Common catalog types
When declaring the vast majority of incidents, you’ll likely want to be able to automatically bring in the teams/individuals responsible for resolving and communicating with stakeholders during an incident and so you’ll likely want to model three catalog types:Features
In large organizations, it’s unreasonable to expect someone declaring an incident to know who to specifically escalate something to. By adding a catalog type for features, you can therefore allow someone to just select the feature that’s impacted and escalate accordingly based on the team that owns that feature.
Teams
As part of the above, you’ll probably want to know a bit more about the team you’re escalating to e.g. What’s their escalation policy? Who’s the team lead? Who are the members? etc.
Customers
It’s often helpful to know more information about a customer when they’re affected by an incident in order to inform relevant internal stakeholders or set priorities e.g. who is their customer success manager? What pricing package or tier are they on?
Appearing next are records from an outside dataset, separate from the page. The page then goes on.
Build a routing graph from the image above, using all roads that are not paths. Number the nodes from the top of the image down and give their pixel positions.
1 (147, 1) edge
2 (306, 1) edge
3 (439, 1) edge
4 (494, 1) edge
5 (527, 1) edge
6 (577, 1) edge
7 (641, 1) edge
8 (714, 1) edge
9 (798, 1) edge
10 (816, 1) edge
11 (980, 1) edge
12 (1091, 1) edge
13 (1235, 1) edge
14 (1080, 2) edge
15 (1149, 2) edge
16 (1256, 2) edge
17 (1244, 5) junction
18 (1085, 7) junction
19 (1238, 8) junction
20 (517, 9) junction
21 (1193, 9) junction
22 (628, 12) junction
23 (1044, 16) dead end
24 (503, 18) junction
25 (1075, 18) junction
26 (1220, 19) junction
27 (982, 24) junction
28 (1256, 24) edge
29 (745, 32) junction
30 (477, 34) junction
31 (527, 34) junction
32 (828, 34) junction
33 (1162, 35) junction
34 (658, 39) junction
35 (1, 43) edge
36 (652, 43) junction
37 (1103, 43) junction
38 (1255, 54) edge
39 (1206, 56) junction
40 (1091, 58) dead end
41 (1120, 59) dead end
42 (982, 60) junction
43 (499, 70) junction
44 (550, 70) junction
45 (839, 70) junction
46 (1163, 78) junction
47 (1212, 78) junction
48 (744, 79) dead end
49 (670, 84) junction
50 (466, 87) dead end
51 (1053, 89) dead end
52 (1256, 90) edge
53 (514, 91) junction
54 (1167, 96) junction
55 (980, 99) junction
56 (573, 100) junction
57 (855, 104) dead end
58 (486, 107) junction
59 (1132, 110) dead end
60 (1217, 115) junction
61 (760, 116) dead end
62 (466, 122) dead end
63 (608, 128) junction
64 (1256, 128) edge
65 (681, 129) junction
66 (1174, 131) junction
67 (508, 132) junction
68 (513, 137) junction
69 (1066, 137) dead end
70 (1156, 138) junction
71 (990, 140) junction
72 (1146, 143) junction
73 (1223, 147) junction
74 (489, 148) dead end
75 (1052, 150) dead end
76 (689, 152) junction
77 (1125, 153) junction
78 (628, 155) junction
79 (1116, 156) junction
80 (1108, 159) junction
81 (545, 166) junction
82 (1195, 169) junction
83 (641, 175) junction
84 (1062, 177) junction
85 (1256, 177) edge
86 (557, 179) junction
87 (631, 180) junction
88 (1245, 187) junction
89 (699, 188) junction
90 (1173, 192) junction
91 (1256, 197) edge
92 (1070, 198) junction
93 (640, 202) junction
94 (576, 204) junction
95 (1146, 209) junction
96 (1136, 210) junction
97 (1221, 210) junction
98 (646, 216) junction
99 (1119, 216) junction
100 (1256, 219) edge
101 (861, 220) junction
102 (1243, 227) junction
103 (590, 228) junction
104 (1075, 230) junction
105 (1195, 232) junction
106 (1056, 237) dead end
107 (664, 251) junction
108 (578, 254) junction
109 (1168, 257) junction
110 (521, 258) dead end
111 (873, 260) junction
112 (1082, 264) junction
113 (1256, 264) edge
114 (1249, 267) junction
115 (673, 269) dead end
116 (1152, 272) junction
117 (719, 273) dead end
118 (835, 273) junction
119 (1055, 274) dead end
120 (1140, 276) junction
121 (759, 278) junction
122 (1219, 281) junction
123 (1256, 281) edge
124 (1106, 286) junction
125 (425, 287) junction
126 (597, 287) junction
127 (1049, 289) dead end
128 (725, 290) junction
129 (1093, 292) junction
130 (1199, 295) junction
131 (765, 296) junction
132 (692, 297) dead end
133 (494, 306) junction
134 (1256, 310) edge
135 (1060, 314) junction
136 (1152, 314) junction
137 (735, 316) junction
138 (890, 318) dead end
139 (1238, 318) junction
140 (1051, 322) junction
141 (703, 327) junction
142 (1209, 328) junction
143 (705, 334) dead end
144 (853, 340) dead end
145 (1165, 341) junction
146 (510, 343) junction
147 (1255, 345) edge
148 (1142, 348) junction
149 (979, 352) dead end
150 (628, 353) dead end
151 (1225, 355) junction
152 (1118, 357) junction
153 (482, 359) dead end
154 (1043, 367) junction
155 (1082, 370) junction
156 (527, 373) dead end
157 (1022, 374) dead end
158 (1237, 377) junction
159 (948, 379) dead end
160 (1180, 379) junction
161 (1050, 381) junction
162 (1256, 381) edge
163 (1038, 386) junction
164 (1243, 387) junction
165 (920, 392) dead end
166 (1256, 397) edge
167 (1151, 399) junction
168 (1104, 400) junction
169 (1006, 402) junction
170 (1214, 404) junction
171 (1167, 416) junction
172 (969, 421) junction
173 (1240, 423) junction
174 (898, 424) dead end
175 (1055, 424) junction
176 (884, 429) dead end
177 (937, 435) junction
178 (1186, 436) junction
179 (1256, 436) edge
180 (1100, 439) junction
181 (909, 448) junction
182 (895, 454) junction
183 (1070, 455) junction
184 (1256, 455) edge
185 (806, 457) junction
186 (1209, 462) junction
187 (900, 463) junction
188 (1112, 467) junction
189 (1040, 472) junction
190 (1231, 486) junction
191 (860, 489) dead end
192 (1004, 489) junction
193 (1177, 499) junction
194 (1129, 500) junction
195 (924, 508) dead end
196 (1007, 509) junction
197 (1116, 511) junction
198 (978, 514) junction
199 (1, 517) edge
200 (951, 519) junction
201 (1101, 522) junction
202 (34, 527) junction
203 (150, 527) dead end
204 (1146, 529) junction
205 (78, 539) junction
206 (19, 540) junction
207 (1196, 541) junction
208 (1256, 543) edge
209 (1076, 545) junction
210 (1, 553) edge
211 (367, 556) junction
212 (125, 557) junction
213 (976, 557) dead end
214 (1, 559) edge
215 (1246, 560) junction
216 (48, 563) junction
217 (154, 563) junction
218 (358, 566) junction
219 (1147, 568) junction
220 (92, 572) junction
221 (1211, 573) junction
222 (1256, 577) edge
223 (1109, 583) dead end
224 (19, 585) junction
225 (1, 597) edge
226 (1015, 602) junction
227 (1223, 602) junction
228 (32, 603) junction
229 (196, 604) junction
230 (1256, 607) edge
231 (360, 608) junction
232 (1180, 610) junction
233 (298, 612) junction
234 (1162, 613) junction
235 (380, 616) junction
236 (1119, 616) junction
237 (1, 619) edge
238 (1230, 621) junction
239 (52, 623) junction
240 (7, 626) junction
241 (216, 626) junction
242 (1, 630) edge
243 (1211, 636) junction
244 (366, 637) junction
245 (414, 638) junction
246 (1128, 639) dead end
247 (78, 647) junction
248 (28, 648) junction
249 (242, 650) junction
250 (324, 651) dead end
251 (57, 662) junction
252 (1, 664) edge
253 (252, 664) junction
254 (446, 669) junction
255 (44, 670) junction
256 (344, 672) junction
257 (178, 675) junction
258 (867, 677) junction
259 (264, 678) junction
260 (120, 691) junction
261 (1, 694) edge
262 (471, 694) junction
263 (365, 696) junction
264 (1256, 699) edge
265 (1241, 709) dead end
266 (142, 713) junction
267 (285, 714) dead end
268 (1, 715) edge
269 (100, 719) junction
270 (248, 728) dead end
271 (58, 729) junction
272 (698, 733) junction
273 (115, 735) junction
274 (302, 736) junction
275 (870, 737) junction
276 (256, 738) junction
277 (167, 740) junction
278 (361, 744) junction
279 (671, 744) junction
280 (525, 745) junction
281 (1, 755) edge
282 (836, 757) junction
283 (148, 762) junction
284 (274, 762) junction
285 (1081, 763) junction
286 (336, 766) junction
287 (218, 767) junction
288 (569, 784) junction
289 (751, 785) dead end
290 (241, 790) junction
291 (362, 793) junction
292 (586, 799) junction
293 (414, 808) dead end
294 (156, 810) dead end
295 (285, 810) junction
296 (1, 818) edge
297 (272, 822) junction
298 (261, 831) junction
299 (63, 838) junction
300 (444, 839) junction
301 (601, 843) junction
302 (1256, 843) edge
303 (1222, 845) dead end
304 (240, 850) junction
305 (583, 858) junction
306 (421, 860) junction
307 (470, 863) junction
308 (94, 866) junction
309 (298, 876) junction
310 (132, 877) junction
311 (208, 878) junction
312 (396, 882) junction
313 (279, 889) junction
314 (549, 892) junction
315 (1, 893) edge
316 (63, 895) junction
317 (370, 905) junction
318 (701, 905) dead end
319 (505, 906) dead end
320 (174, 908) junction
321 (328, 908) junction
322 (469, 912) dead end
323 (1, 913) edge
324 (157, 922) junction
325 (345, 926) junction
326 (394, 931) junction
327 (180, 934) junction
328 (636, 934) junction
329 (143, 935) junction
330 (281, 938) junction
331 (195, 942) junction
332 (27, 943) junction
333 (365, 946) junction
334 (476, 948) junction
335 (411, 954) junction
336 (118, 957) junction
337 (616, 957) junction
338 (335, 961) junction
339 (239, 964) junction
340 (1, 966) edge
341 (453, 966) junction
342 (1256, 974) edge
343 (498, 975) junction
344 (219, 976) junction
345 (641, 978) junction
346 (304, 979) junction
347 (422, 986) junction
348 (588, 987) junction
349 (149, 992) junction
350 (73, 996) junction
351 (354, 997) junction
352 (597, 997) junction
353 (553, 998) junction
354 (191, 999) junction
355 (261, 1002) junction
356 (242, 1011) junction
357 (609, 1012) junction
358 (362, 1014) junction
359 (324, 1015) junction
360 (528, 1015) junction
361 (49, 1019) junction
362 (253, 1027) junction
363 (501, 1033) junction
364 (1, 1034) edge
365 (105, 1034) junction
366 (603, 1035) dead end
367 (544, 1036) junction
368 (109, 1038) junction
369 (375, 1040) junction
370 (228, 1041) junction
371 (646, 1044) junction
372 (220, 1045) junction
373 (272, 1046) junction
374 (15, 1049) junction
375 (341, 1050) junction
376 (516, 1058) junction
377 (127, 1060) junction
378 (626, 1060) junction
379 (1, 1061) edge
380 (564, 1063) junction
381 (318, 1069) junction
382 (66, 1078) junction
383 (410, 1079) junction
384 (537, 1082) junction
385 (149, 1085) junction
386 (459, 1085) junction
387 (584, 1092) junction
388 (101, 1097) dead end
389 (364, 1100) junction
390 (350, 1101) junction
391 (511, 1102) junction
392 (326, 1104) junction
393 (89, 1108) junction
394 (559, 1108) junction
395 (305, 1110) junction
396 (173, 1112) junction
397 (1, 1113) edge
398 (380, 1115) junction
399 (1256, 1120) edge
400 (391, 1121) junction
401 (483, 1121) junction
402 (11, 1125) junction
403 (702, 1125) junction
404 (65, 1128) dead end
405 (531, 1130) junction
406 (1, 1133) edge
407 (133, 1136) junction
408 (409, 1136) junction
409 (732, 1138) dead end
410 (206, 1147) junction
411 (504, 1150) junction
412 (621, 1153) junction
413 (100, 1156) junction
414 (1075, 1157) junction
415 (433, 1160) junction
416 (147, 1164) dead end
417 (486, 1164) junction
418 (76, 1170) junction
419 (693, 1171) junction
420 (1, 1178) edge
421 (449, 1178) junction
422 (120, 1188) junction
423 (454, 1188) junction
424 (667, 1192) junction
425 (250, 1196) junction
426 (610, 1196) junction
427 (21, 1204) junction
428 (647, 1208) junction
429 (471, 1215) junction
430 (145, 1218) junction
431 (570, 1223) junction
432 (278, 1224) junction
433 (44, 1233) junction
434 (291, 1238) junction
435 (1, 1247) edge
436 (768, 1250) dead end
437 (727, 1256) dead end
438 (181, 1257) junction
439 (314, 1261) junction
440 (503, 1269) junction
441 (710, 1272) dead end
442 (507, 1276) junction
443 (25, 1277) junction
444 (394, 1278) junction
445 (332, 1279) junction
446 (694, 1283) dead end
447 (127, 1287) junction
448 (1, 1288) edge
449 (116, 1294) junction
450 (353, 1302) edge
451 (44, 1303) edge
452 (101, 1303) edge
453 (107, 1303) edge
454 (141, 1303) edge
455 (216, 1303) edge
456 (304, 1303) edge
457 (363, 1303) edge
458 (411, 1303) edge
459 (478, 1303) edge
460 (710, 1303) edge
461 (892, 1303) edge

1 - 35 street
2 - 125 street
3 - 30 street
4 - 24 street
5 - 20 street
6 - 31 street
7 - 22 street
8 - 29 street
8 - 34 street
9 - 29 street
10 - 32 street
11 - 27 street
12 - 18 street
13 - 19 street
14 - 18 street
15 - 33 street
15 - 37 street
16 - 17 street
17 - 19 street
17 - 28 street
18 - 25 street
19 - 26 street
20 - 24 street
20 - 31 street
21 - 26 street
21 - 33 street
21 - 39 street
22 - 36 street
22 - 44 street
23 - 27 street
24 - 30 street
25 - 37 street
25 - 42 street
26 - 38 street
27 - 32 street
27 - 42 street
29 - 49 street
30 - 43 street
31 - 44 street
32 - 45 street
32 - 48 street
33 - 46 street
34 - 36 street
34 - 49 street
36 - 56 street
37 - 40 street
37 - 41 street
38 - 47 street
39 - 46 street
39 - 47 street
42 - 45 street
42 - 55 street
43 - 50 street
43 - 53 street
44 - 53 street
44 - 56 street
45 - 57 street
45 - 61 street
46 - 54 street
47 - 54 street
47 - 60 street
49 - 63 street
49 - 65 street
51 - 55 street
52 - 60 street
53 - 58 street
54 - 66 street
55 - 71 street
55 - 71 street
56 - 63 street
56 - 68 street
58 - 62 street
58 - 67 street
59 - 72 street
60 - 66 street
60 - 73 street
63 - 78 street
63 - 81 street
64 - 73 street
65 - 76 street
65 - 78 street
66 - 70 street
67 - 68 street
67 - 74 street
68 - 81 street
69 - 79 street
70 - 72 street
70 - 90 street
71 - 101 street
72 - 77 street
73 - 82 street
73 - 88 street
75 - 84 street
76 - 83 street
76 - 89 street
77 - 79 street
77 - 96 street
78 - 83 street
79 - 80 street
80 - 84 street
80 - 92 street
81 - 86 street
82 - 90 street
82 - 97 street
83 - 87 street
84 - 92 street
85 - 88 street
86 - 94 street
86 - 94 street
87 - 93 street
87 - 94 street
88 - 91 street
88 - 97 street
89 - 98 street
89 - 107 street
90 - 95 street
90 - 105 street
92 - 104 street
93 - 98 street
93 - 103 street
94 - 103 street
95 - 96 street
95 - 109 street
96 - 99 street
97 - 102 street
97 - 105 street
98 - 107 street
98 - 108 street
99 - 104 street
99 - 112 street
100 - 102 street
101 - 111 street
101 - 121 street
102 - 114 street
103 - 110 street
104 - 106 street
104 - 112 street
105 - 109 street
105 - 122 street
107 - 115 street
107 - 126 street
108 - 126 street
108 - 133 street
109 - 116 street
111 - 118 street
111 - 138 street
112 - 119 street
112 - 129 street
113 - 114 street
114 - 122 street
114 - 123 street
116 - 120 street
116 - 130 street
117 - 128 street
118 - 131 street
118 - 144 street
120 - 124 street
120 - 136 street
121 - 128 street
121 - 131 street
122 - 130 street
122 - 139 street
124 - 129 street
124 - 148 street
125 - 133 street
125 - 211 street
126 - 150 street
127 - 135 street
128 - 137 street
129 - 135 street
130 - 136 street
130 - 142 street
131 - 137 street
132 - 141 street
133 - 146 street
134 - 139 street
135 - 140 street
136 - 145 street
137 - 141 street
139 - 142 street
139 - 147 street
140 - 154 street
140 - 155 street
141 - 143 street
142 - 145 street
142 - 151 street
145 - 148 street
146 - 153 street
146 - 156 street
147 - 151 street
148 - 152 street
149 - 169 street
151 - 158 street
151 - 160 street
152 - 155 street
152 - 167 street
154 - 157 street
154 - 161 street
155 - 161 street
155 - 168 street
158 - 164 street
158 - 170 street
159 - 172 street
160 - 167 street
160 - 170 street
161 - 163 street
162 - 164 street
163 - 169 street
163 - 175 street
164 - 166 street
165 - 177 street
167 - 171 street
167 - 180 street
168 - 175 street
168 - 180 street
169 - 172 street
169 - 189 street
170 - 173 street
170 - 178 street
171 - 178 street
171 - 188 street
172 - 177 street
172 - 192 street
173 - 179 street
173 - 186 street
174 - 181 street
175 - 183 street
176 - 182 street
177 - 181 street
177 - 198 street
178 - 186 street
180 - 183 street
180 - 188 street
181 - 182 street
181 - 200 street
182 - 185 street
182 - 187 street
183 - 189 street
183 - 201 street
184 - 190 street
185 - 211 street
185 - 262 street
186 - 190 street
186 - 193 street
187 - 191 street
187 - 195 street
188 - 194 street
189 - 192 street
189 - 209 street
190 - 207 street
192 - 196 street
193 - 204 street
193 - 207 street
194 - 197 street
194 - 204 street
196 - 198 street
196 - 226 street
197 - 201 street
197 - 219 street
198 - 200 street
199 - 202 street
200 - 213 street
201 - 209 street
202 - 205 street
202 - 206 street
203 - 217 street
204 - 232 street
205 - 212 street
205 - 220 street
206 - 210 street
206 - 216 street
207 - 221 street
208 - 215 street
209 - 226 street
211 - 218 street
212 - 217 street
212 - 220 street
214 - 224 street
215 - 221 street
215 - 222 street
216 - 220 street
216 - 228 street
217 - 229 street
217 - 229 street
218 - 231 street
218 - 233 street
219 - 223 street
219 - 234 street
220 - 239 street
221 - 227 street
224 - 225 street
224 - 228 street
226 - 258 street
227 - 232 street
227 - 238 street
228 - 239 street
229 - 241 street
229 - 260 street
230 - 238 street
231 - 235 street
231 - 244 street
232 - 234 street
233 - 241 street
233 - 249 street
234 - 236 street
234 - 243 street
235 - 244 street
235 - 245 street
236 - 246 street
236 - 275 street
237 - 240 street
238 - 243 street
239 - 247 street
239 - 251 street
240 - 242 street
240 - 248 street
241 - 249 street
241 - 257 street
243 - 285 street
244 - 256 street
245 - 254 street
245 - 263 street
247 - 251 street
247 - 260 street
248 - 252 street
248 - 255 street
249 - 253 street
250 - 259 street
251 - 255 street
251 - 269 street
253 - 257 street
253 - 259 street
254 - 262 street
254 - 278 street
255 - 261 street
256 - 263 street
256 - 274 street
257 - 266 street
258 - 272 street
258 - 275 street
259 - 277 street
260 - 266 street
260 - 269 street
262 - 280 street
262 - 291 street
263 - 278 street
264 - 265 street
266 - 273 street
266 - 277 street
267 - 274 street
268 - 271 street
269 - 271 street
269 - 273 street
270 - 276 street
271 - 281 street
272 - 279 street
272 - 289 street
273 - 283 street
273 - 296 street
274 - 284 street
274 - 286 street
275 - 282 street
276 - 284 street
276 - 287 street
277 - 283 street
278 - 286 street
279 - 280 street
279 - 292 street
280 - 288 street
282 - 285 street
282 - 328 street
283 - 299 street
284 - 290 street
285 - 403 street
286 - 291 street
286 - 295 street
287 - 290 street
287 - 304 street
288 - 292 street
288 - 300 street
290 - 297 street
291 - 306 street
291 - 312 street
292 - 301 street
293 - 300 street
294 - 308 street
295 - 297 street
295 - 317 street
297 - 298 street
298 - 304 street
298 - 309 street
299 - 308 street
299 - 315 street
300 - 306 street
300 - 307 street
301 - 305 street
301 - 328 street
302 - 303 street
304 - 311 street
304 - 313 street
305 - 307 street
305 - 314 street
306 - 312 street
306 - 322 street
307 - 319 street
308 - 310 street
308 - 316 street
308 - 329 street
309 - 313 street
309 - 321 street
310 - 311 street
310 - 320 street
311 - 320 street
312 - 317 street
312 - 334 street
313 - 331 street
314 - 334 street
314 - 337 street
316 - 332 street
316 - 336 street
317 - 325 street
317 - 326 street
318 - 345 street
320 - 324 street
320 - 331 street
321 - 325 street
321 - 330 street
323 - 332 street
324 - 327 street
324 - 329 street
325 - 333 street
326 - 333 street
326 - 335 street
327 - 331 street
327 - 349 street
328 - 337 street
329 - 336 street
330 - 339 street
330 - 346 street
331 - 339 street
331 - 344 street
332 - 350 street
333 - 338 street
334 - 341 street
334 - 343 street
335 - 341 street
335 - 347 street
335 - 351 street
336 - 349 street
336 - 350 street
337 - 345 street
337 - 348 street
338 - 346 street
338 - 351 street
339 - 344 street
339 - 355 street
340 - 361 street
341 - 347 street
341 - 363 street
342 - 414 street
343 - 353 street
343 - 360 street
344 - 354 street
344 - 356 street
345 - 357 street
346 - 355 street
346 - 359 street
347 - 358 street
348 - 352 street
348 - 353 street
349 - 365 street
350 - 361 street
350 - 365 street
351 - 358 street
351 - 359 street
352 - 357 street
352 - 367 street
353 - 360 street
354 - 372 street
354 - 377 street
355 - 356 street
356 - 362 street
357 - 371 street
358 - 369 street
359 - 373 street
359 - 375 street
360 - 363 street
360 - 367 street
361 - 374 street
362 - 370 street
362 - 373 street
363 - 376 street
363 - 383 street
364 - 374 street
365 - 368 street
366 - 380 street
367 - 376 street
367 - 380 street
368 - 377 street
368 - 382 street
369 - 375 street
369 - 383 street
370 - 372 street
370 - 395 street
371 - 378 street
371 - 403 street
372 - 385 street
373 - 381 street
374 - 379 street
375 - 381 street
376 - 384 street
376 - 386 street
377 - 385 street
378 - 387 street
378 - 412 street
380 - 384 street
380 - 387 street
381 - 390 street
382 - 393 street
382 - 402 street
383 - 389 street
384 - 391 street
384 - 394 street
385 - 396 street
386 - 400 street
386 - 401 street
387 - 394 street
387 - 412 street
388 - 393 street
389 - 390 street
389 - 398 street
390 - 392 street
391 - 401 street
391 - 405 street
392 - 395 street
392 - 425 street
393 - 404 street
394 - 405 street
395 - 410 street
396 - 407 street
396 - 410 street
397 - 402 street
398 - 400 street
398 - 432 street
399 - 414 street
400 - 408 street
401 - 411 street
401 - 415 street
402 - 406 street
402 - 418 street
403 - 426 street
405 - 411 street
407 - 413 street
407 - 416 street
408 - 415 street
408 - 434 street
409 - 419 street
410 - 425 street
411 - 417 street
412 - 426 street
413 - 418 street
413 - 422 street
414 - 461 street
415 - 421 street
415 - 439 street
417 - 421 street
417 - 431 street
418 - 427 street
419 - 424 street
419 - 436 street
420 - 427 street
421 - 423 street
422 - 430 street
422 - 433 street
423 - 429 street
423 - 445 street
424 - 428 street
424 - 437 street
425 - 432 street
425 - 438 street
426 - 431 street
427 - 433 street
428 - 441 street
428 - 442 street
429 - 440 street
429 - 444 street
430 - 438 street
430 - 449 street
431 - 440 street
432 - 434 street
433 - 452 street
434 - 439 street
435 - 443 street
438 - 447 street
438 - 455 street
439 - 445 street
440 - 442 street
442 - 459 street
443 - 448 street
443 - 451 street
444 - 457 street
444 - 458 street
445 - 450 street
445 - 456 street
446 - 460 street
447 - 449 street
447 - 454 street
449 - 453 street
Organization-specific catalog types
It can often be difficult to know where to start when it comes to building a catalog that’s tailored to your business but it’s best to begin by identifying what your colleagues will know is broken when declaring an incident e.g. in a software business everyone understands the features / services we offer, whereas in a logistics company everyone will likely be referencing shipments or deliveries. Let’s jump into a more in-depth example by imagining I’m responsible for incident management for a rail network. Our most common incident is when hardware (a signal failure point) fails on the network, meaning we have to send engineers to fix the issue and keep customers & drivers informed. My ideal flow here would be to select the component that’s failing when declaring an incident, which should then automatically dispatch engineers to the component, assign a relevant comms lead and push a status page update. To do this, I’d need the following catalog types:Signal Failure Point
All of the points that can fail on a network will be represented in this type, storing a lookup to the rail line it’s on, the start and end stations and the type of component.
Line
Every tube line can be modeled in this type, with lookups to the status page for that line, the teams associated with the lines and the stations on that line.
Station
Having a station catalog type is needed to maintain a list of station options and also have the same station associated with multiple lines (we could also use this in reports e.g. show me all incidents that have involved station x).
Team
Our team catalog type here holds all of the information I want to know about my teams i.e. who’s the lead, what’s their slack channel etc.
Using this principle, we could then consider building out a more comprehensive workflow to automatically publish an update to our status page letting customers know we’re having issues with line x between station y and z.